## Data supplied

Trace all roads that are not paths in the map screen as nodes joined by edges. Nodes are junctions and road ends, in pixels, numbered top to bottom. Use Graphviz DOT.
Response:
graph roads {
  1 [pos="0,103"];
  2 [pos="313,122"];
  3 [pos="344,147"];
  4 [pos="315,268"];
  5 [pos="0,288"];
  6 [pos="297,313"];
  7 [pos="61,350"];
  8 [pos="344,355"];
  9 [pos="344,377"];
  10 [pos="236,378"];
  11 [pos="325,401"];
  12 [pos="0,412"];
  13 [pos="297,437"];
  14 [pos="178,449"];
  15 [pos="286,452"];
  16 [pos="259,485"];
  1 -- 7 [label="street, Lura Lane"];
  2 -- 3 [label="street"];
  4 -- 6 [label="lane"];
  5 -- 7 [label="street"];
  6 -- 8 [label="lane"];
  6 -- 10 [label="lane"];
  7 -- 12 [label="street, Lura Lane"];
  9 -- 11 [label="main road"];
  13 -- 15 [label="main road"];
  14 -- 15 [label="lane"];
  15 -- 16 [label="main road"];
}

## Assignment
For each line in the data, set it down again exactly.

## Response
Trace all roads that are not paths in the map screen as nodes joined by edges. Nodes are junctions and road ends, in pixels, numbered top to bottom. Use Graphviz DOT.
Response:
graph roads {
  1 [pos="0,103"];
  2 [pos="313,122"];
  3 [pos="344,147"];
  4 [pos="315,268"];
  5 [pos="0,288"];
  6 [pos="297,313"];
  7 [pos="61,350"];
  8 [pos="344,355"];
  9 [pos="344,377"];
  10 [pos="236,378"];
  11 [pos="325,401"];
  12 [pos="0,412"];
  13 [pos="297,437"];
  14 [pos="178,449"];
  15 [pos="286,452"];
  16 [pos="259,485"];
  1 -- 7 [label="street, Lura Lane"];
  2 -- 3 [label="street"];
  4 -- 6 [label="lane"];
  5 -- 7 [label="street"];
  6 -- 8 [label="lane"];
  6 -- 10 [label="lane"];
  7 -- 12 [label="street, Lura Lane"];
  9 -- 11 [label="main road"];
  13 -- 15 [label="main road"];
  14 -- 15 [label="lane"];
  15 -- 16 [label="main road"];
}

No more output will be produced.